TASK REQUIREMENTS
Each line of the records has to be copied exactly, though the pictures must be left out.

EXERCISE INPUTS
= Beginning of Section =
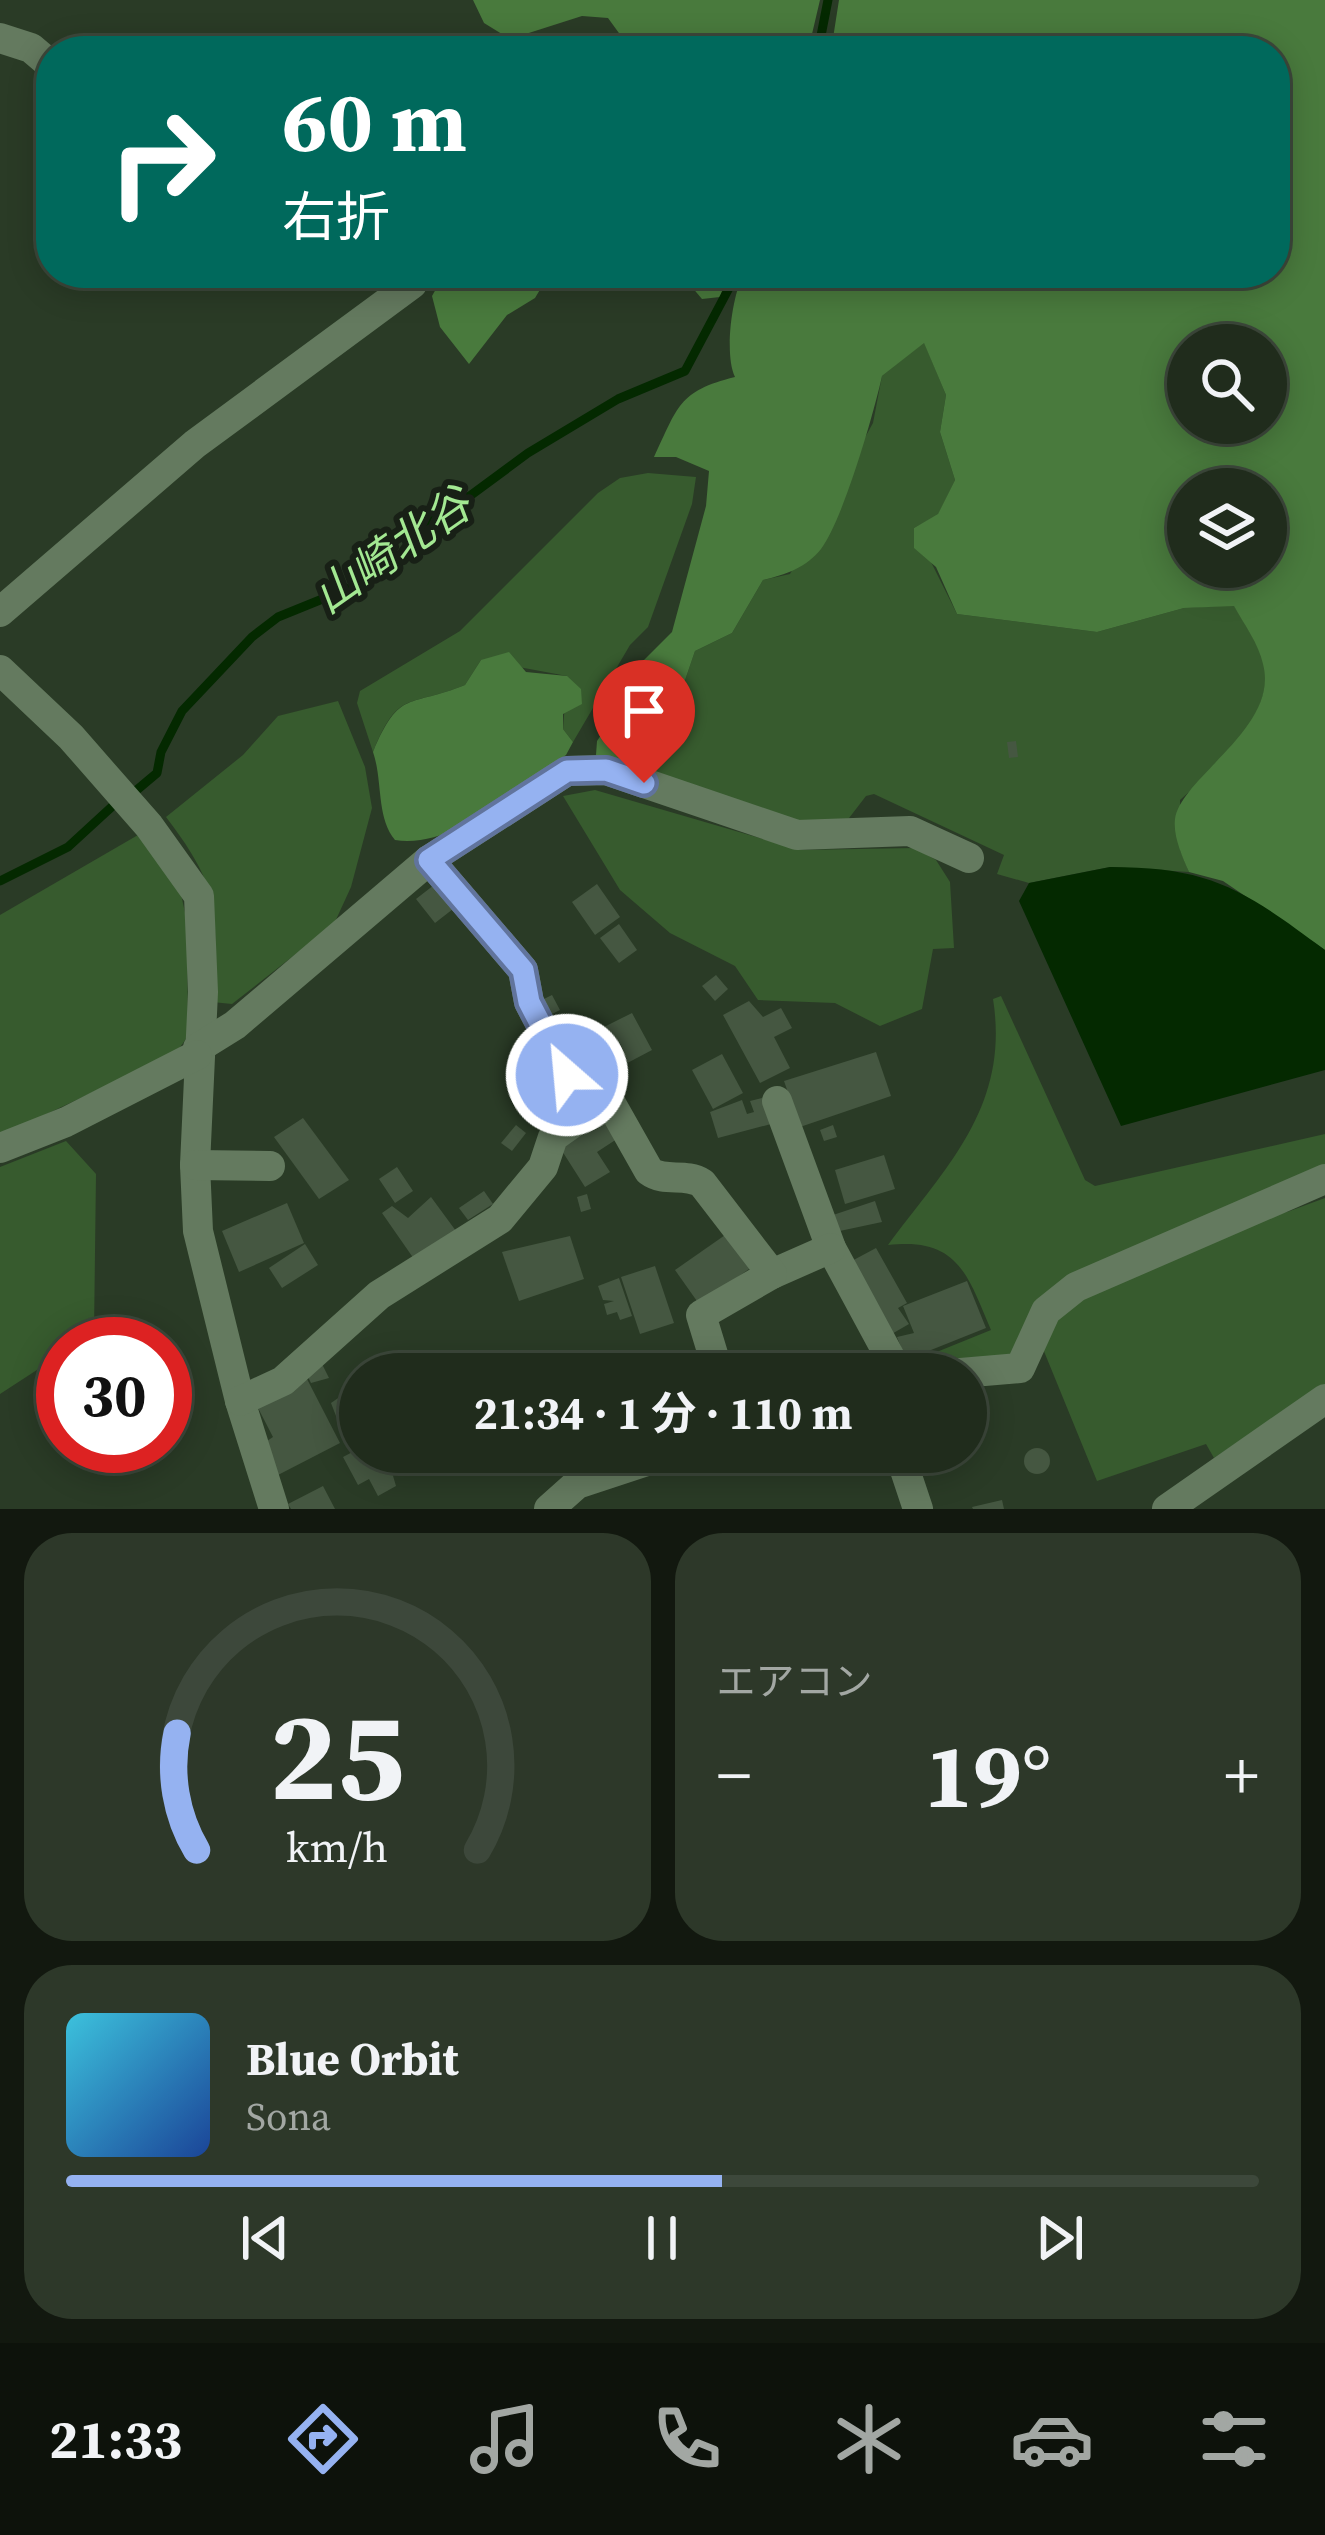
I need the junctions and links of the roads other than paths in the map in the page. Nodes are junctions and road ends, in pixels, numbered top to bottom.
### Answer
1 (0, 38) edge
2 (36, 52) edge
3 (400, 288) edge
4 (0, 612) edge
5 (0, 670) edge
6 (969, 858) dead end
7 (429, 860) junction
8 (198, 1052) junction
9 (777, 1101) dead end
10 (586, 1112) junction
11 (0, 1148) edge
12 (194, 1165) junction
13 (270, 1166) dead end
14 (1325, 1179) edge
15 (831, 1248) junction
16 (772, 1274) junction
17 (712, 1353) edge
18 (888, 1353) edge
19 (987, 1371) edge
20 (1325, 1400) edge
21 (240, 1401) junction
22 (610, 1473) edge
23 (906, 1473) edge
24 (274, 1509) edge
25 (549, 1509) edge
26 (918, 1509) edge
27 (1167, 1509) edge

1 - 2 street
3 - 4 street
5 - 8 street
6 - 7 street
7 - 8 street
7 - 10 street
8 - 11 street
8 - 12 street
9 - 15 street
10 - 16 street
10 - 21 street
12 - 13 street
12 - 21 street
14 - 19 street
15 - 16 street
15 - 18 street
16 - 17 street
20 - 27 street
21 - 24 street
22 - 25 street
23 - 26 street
= End of Section =
ANSWER FOR THIS EXERCISE
I need the junctions and links of the roads other than paths in the map in the page. Nodes are junctions and road ends, in pixels, numbered top to bottom.
### Answer
1 (0, 38) edge
2 (36, 52) edge
3 (400, 288) edge
4 (0, 612) edge
5 (0, 670) edge
6 (969, 858) dead end
7 (429, 860) junction
8 (198, 1052) junction
9 (777, 1101) dead end
10 (586, 1112) junction
11 (0, 1148) edge
12 (194, 1165) junction
13 (270, 1166) dead end
14 (1325, 1179) edge
15 (831, 1248) junction
16 (772, 1274) junction
17 (712, 1353) edge
18 (888, 1353) edge
19 (987, 1371) edge
20 (1325, 1400) edge
21 (240, 1401) junction
22 (610, 1473) edge
23 (906, 1473) edge
24 (274, 1509) edge
25 (549, 1509) edge
26 (918, 1509) edge
27 (1167, 1509) edge

1 - 2 street
3 - 4 street
5 - 8 street
6 - 7 street
7 - 8 street
7 - 10 street
8 - 11 street
8 - 12 street
9 - 15 street
10 - 16 street
10 - 21 street
12 - 13 street
12 - 21 street
14 - 19 street
15 - 16 street
15 - 18 street
16 - 17 street
20 - 27 street
21 - 24 street
22 - 25 street
23 - 26 street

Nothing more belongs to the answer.